The Impact of Immigration on Native Workers: A Fresh Look at the Evidence
This report examines the debate over the “competition question” of whether immigrants depress wages and displace native workers in the U.S. labor market. It provides an overview of research since the mid-1990s studying the impact of immigration on native wages and job displacement, and reviews additional factors that may affect how labor markets adjust to immigrant flows.
While many earlier studies indicate that immigration has little to no impact on the wages of natives, the report finds that recent scholarship on wage impacts have been divergent. Some studies have shown substantial negative wage effects, particularly among African American workers and natives in occupations with large shares of Latino immigrants; other studies suggest that complementarities between high-skilled immigrants and similarly skilled natives, as well as between low-skilled immigrants and more highly skilled native workers, contribute to higher wages for natives. Studies examining other factors that potentially mitigate wage and employment impacts, such as the out-migration or upward mobility of natives and changes in the way local labor markets and businesses absorb immigrant workers, also appear to lack consensus.

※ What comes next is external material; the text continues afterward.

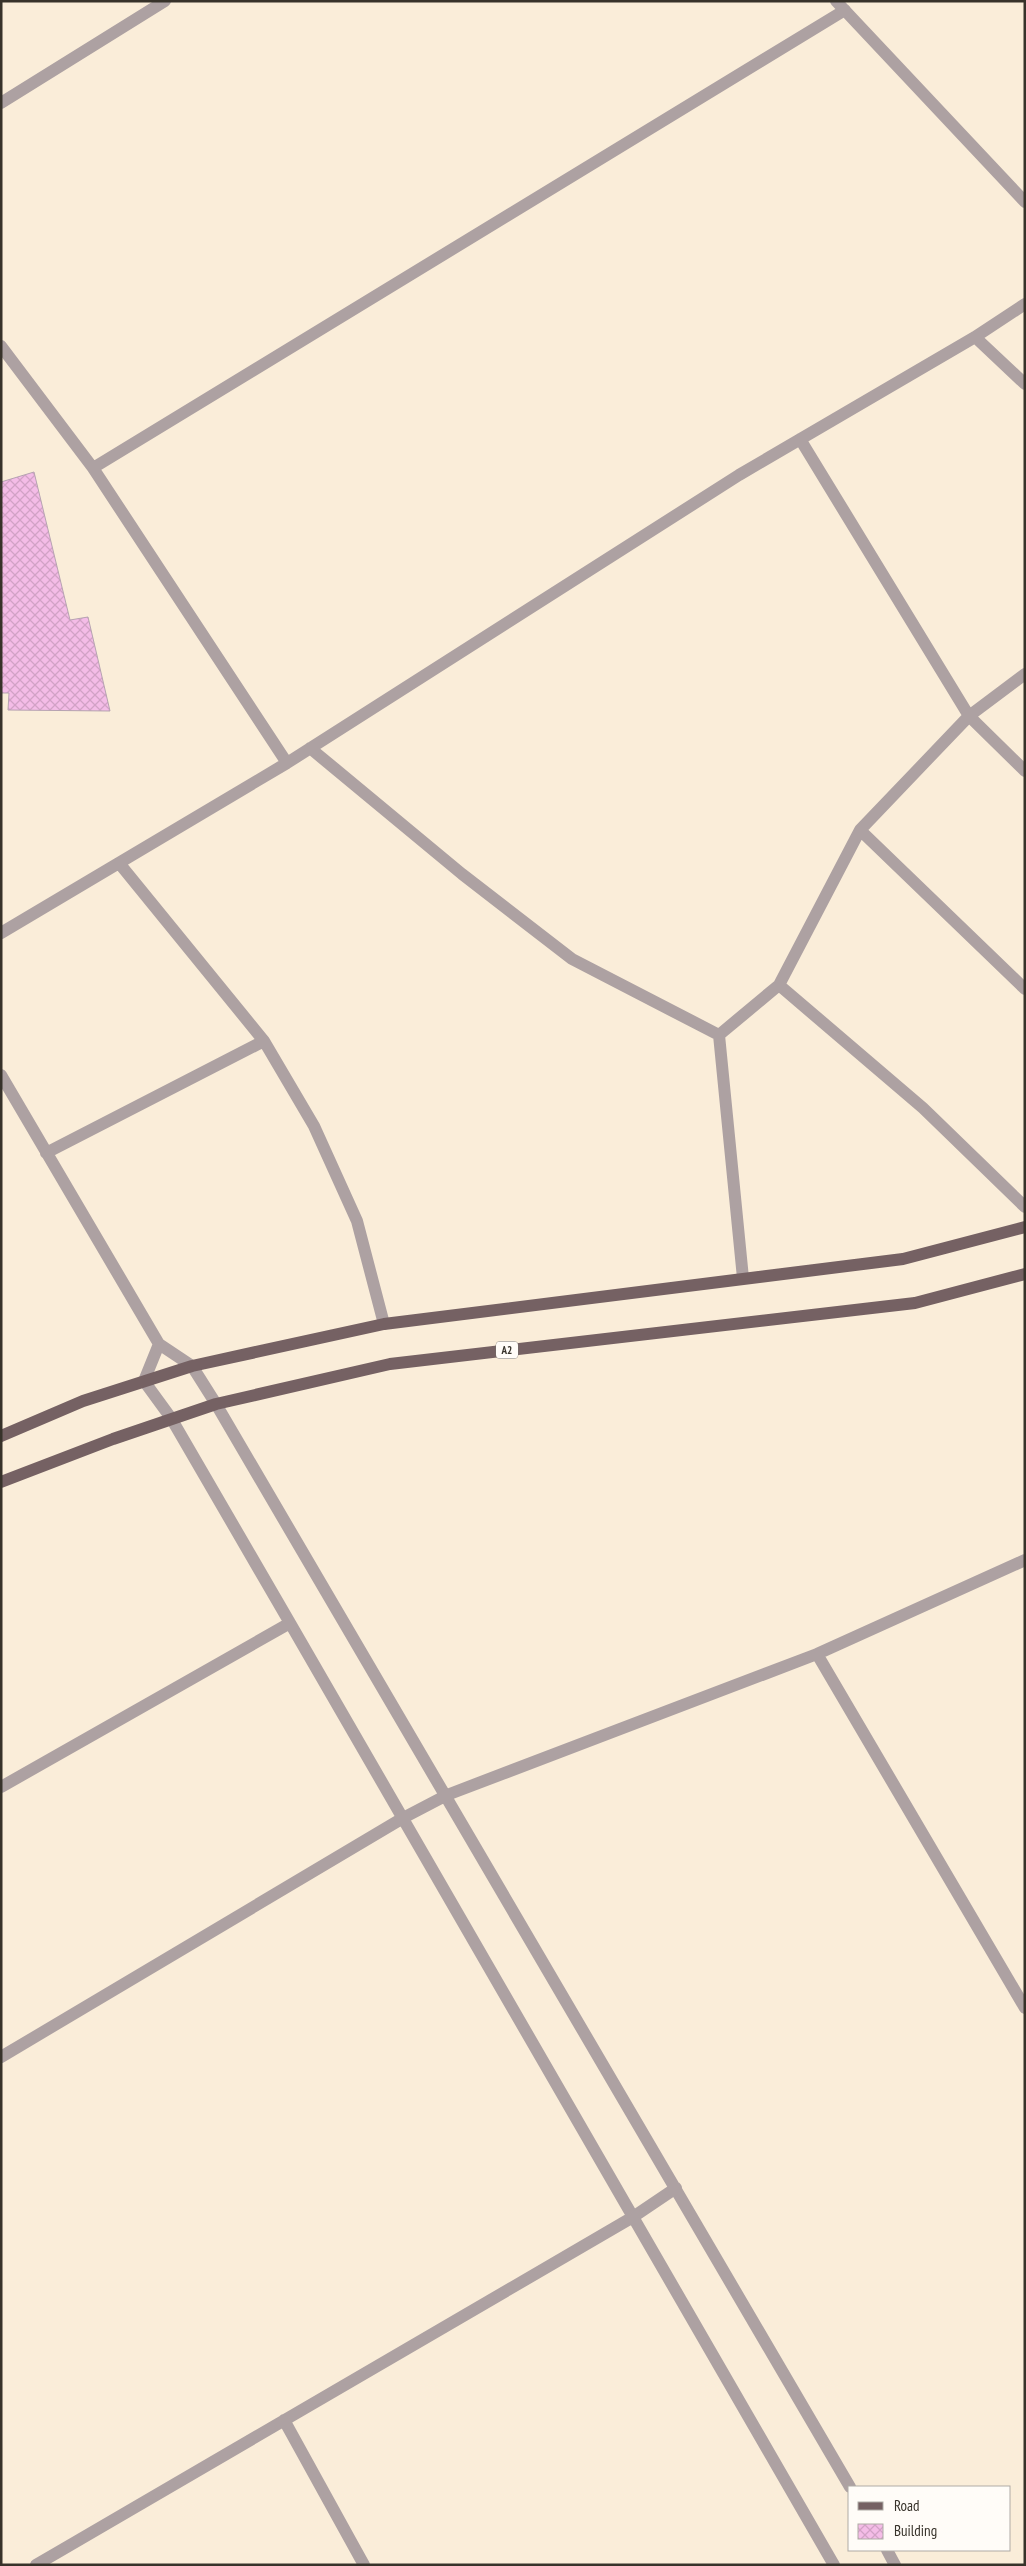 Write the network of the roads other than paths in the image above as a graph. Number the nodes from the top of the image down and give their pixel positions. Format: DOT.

On the other hand, recent literature on job displacement consistently links immigration to at least some level of job displacement among natives and the growing exclusion of native workers from certain industries. However, the report raises concern over the narrow focus of these studies. With the “competition question” still largely up for debate, the authors caution that wage and employment concerns should be viewed as only one of many ways to look at the complex picture of immigrants, their contributions, and their costs in the United States.